*** Opening of Source information ***

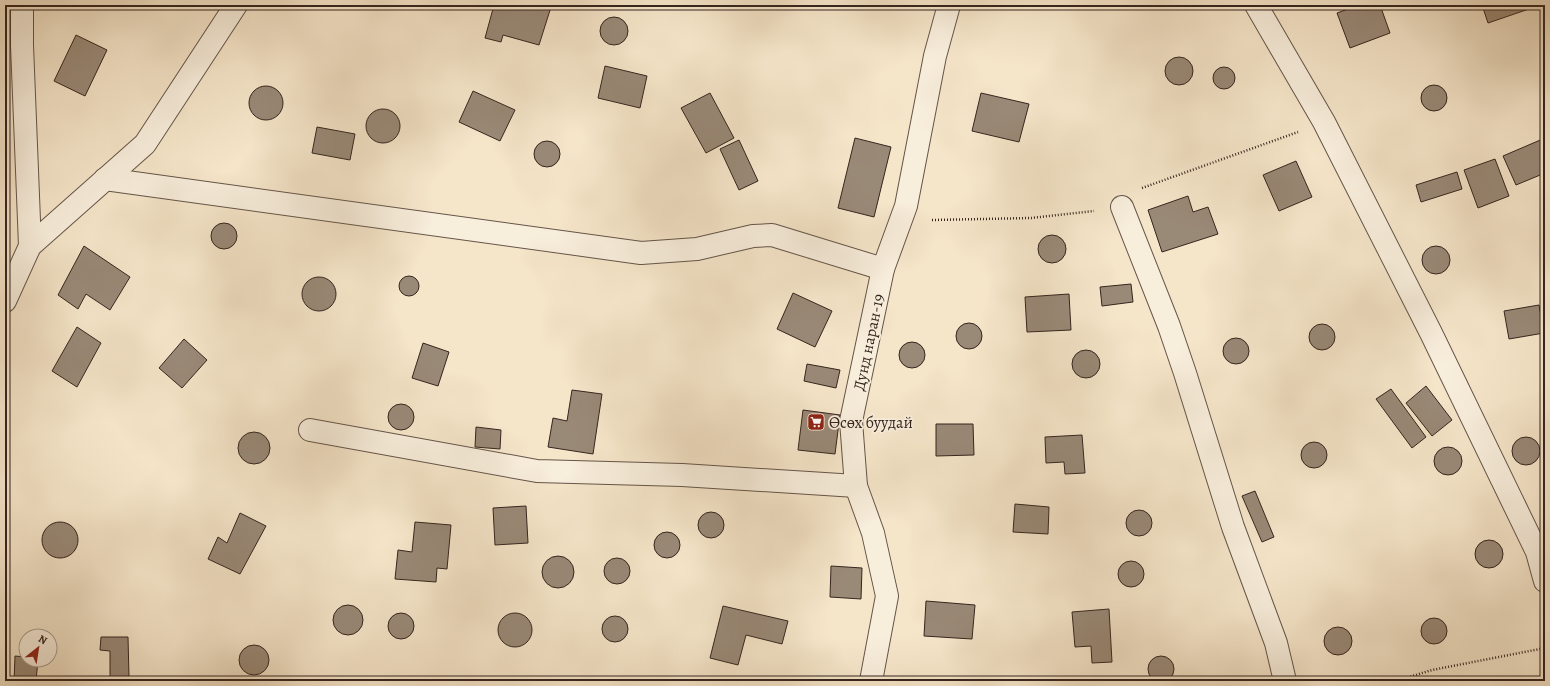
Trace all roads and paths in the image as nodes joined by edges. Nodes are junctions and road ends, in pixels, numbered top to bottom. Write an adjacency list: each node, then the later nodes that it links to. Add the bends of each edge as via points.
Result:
1 (22, 5): 11 (street)
2 (236, 5): 6 (street, via 145,144)
3 (949, 5): 8 (street, Дунд наран-19, via 935,56)
4 (1256, 5): 5 (street)
5 (1324, 122): 7 (path); 16 (street, via 1431,333 1534,545)
6 (105, 180): 11 (street); 12 (street, via 641,253 697,249 753,236 772,235)
7 (1136, 190)
8 (906, 206): 10 (path, via 916,220 1031,218); 12 (street, Дунд наран-19)
9 (1122, 207): 19 (street, via 1169,326 1233,527 1276,643)
10 (1100, 211)
11 (30, 246): 13 (street)
12 (883, 269): 15 (street, Дунд наран-19, via 851,421)
13 (6, 293)
14 (310, 430): 15 (street, via 537,471 682,475)
15 (856, 486): 18 (street, Дунд наран-19, via 873,533 887,596)
16 (1545, 582)
17 (1545, 648): 20 (path, via 1432,670)
18 (871, 681)
19 (1285, 681)
20 (1396, 681)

*** Close of Source information ***

Required action:
Reproduce each entry precisely. Leave the pictures out.

Output for this task:
Trace all roads and paths in the image as nodes joined by edges. Nodes are junctions and road ends, in pixels, numbered top to bottom. Write an adjacency list: each node, then the later nodes that it links to. Add the bends of each edge as via points.
Result:
1 (22, 5): 11 (street)
2 (236, 5): 6 (street, via 145,144)
3 (949, 5): 8 (street, Дунд наран-19, via 935,56)
4 (1256, 5): 5 (street)
5 (1324, 122): 7 (path); 16 (street, via 1431,333 1534,545)
6 (105, 180): 11 (street); 12 (street, via 641,253 697,249 753,236 772,235)
7 (1136, 190)
8 (906, 206): 10 (path, via 916,220 1031,218); 12 (street, Дунд наран-19)
9 (1122, 207): 19 (street, via 1169,326 1233,527 1276,643)
10 (1100, 211)
11 (30, 246): 13 (street)
12 (883, 269): 15 (street, Дунд наран-19, via 851,421)
13 (6, 293)
14 (310, 430): 15 (street, via 537,471 682,475)
15 (856, 486): 18 (street, Дунд наран-19, via 873,533 887,596)
16 (1545, 582)
17 (1545, 648): 20 (path, via 1432,670)
18 (871, 681)
19 (1285, 681)
20 (1396, 681)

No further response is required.